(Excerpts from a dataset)
• • • •
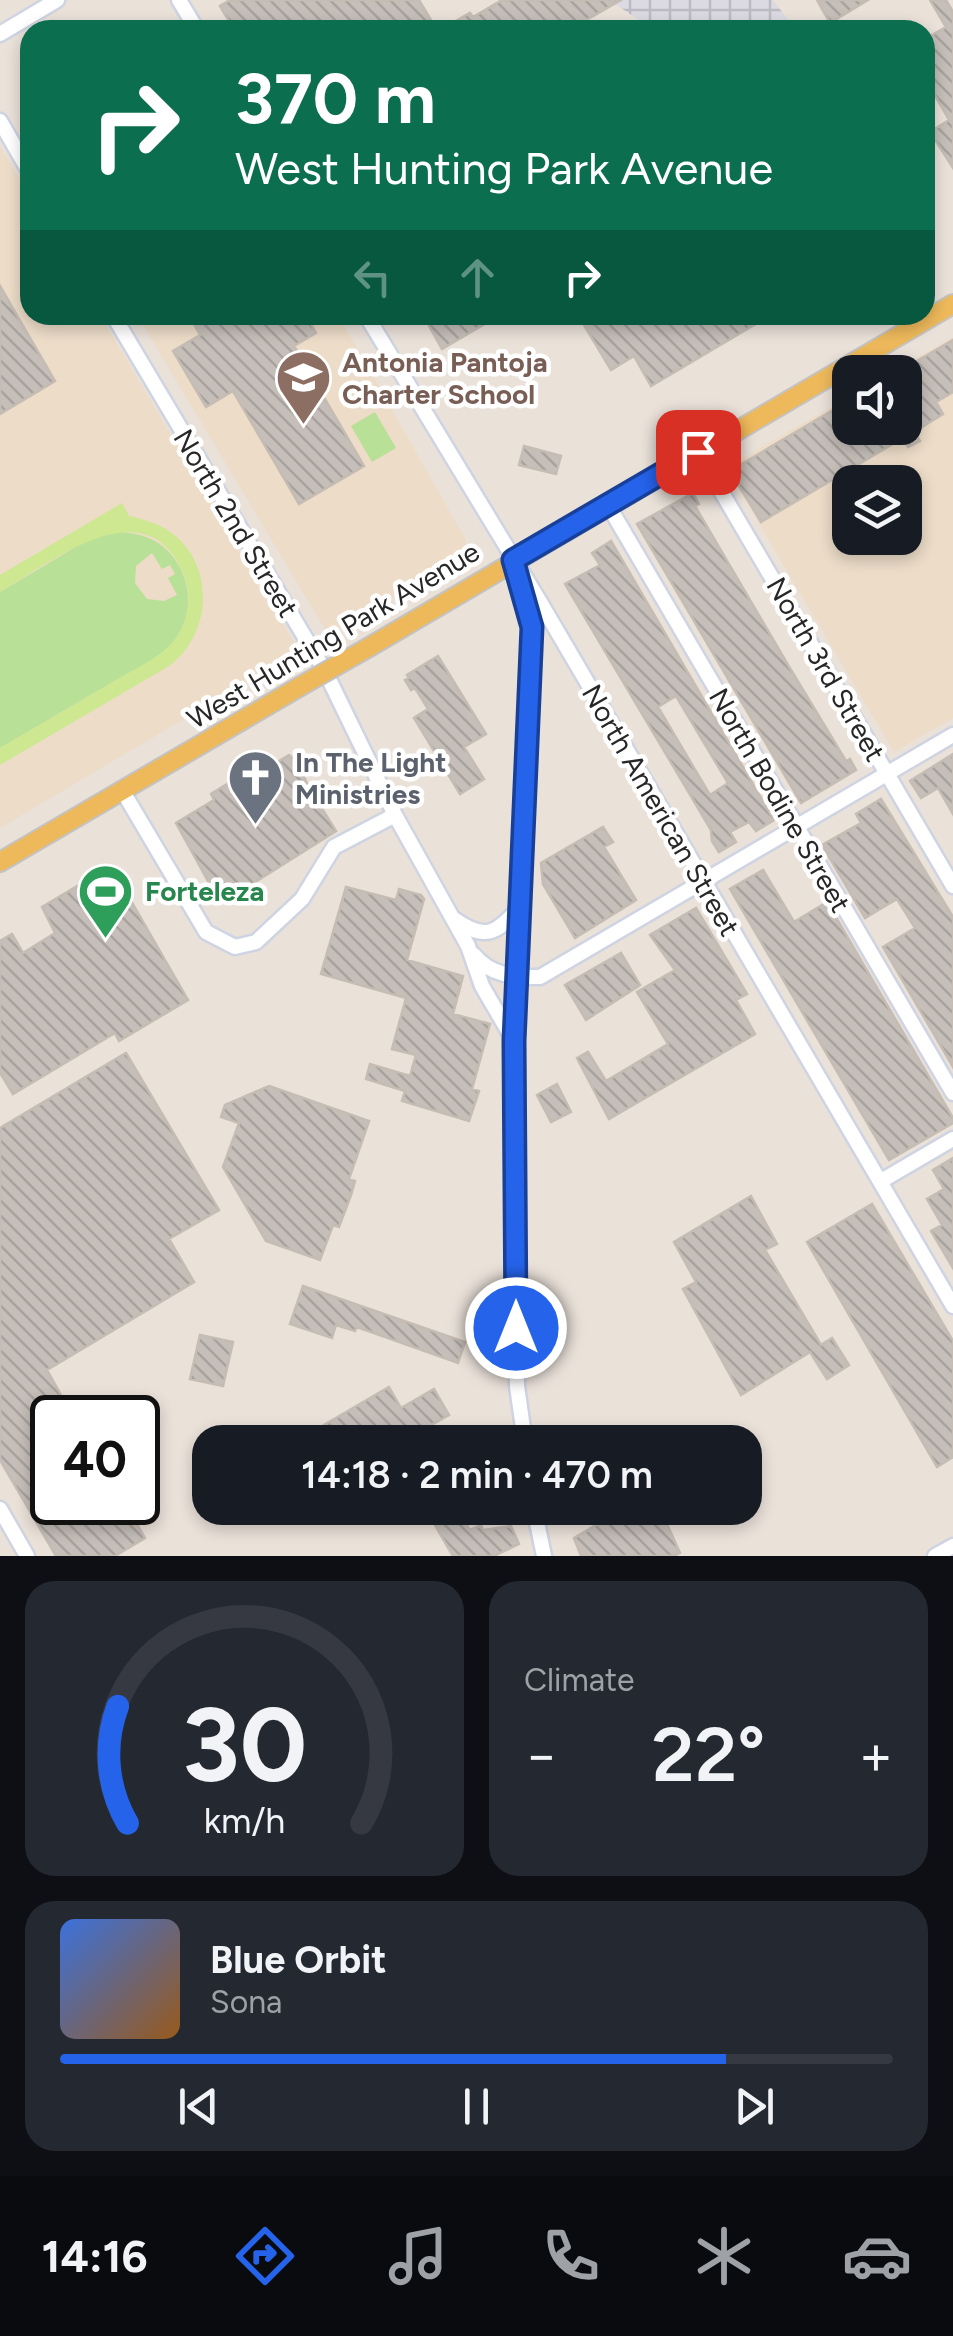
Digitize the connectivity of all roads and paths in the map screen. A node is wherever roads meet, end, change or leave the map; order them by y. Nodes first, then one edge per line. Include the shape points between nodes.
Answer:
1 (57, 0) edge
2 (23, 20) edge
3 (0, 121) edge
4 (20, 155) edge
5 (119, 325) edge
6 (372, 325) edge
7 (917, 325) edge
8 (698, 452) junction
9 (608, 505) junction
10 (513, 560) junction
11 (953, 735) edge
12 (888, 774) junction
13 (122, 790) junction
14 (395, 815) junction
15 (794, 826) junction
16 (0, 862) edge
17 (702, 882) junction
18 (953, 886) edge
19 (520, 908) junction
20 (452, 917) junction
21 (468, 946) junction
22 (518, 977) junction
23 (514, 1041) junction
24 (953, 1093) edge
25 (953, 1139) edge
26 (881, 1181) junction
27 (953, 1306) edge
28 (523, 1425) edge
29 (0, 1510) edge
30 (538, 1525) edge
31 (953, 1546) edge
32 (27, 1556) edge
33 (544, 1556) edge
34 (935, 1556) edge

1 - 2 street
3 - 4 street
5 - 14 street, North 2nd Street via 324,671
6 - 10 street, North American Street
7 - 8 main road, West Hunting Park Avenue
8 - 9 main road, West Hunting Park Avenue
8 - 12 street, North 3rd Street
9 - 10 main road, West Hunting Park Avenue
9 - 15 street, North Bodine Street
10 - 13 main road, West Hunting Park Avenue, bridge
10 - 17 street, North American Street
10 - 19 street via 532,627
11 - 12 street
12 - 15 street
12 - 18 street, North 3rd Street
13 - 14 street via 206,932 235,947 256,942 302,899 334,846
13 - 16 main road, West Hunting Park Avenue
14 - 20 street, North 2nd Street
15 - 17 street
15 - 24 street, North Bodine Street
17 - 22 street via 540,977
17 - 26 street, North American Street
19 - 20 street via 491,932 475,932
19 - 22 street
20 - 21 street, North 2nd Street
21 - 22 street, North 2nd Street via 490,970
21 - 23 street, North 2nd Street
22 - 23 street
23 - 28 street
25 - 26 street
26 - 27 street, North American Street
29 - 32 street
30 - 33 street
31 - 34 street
• • • •
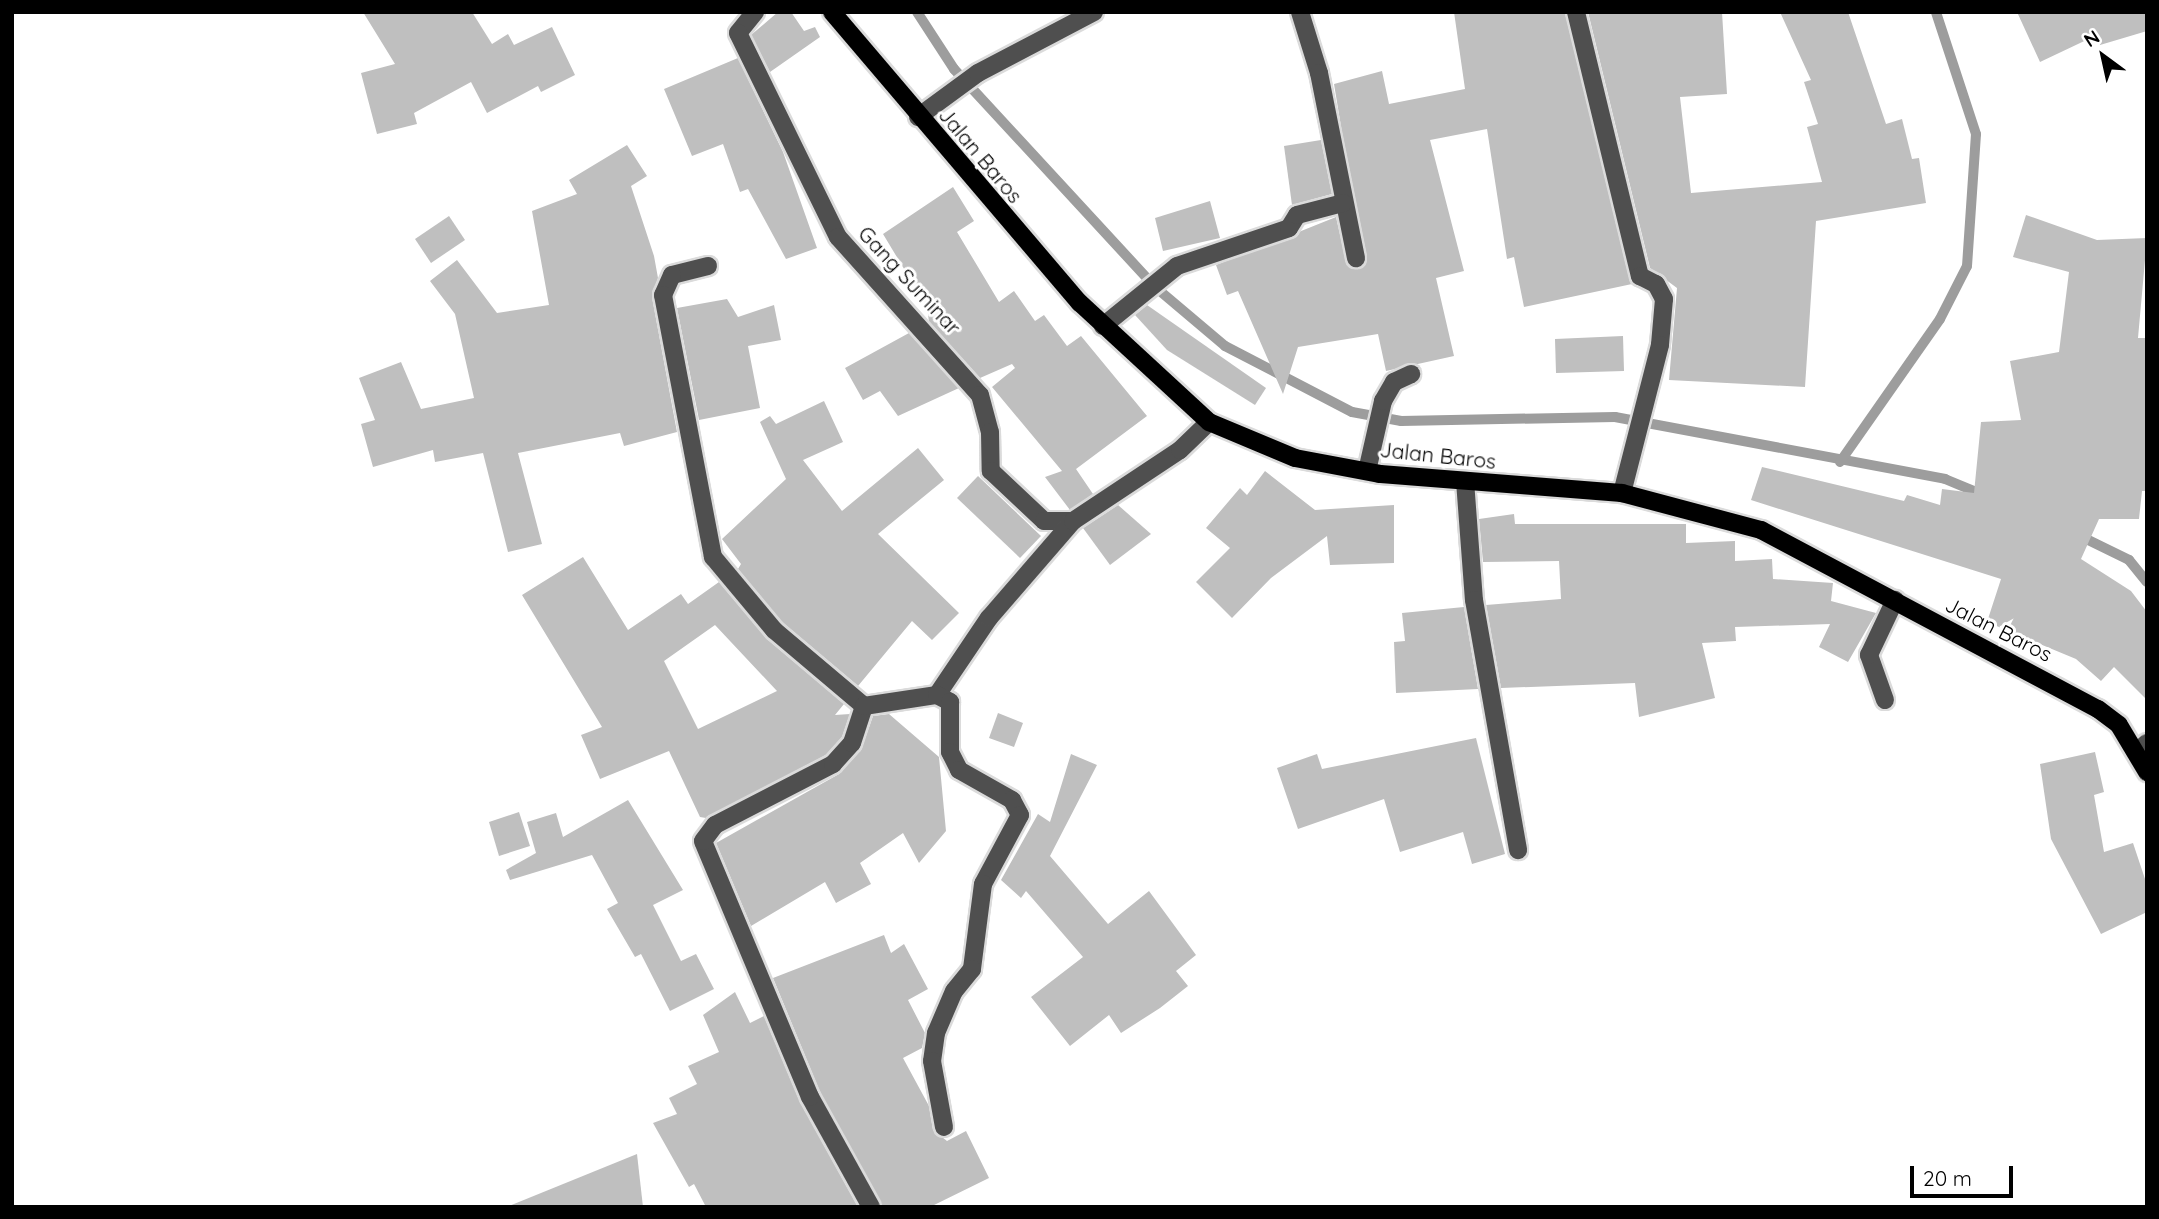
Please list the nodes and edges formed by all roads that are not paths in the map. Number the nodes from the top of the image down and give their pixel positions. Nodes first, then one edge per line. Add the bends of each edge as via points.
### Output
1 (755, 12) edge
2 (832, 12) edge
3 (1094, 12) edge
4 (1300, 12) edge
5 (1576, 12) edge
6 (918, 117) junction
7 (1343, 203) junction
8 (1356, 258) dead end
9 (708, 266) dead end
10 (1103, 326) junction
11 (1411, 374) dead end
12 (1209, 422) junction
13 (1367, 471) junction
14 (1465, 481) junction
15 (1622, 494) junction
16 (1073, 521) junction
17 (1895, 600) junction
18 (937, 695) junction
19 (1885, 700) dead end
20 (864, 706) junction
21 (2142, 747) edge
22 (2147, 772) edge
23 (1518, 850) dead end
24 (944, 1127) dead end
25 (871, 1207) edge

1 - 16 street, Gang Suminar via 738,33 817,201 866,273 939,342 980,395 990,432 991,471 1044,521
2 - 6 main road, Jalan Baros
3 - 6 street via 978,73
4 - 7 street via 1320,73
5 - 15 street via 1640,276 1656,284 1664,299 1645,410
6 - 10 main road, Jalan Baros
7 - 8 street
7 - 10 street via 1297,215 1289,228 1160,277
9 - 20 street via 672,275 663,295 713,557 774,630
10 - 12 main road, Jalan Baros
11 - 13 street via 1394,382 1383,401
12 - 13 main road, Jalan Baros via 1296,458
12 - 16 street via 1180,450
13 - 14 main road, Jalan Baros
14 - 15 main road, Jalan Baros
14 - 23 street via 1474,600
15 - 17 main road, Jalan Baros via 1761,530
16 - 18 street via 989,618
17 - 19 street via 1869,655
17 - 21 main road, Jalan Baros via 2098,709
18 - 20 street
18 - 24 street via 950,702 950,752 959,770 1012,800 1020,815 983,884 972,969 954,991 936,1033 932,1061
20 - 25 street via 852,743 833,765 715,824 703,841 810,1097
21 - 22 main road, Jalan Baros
• • • •
**Directions**
If a line above contains the string "Avenue", count it, then give the total and nothing else.

**Task output**
5